INFORMATION PROVIDED ->
- - - - - - -
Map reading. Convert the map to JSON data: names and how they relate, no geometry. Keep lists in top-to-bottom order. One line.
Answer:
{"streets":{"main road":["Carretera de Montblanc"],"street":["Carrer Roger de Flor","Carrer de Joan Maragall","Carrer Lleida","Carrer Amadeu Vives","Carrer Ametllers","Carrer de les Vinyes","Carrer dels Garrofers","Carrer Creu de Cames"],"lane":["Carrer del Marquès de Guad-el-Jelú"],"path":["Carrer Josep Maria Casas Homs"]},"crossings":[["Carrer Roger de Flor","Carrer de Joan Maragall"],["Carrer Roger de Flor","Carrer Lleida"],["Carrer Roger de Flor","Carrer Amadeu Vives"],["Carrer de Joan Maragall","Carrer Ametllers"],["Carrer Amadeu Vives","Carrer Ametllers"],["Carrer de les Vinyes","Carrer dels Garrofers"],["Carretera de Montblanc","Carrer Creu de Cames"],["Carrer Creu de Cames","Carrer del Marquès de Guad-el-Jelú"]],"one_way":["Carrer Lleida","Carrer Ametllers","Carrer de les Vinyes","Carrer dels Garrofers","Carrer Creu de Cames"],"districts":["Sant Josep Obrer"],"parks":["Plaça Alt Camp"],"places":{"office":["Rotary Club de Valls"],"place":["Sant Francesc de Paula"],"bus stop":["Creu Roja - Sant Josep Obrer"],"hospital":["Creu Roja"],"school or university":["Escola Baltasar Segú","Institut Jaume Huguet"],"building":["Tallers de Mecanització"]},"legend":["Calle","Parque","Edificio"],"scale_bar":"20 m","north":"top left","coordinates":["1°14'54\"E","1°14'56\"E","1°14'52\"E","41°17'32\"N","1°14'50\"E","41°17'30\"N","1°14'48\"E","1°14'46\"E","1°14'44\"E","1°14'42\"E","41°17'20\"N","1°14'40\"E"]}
- - - - - - -
Take each line of the listing above and set it down again exactly.

FINAL ANSWER ->
Map reading. Convert the map to JSON data: names and how they relate, no geometry. Keep lists in top-to-bottom order. One line.
Answer:
{"streets":{"main road":["Carretera de Montblanc"],"street":["Carrer Roger de Flor","Carrer de Joan Maragall","Carrer Lleida","Carrer Amadeu Vives","Carrer Ametllers","Carrer de les Vinyes","Carrer dels Garrofers","Carrer Creu de Cames"],"lane":["Carrer del Marquès de Guad-el-Jelú"],"path":["Carrer Josep Maria Casas Homs"]},"crossings":[["Carrer Roger de Flor","Carrer de Joan Maragall"],["Carrer Roger de Flor","Carrer Lleida"],["Carrer Roger de Flor","Carrer Amadeu Vives"],["Carrer de Joan Maragall","Carrer Ametllers"],["Carrer Amadeu Vives","Carrer Ametllers"],["Carrer de les Vinyes","Carrer dels Garrofers"],["Carretera de Montblanc","Carrer Creu de Cames"],["Carrer Creu de Cames","Carrer del Marquès de Guad-el-Jelú"]],"one_way":["Carrer Lleida","Carrer Ametllers","Carrer de les Vinyes","Carrer dels Garrofers","Carrer Creu de Cames"],"districts":["Sant Josep Obrer"],"parks":["Plaça Alt Camp"],"places":{"office":["Rotary Club de Valls"],"place":["Sant Francesc de Paula"],"bus stop":["Creu Roja - Sant Josep Obrer"],"hospital":["Creu Roja"],"school or university":["Escola Baltasar Segú","Institut Jaume Huguet"],"building":["Tallers de Mecanització"]},"legend":["Calle","Parque","Edificio"],"scale_bar":"20 m","north":"top left","coordinates":["1°14'54\"E","1°14'56\"E","1°14'52\"E","41°17'32\"N","1°14'50\"E","41°17'30\"N","1°14'48\"E","1°14'46\"E","1°14'44\"E","1°14'42\"E","41°17'20\"N","1°14'40\"E"]}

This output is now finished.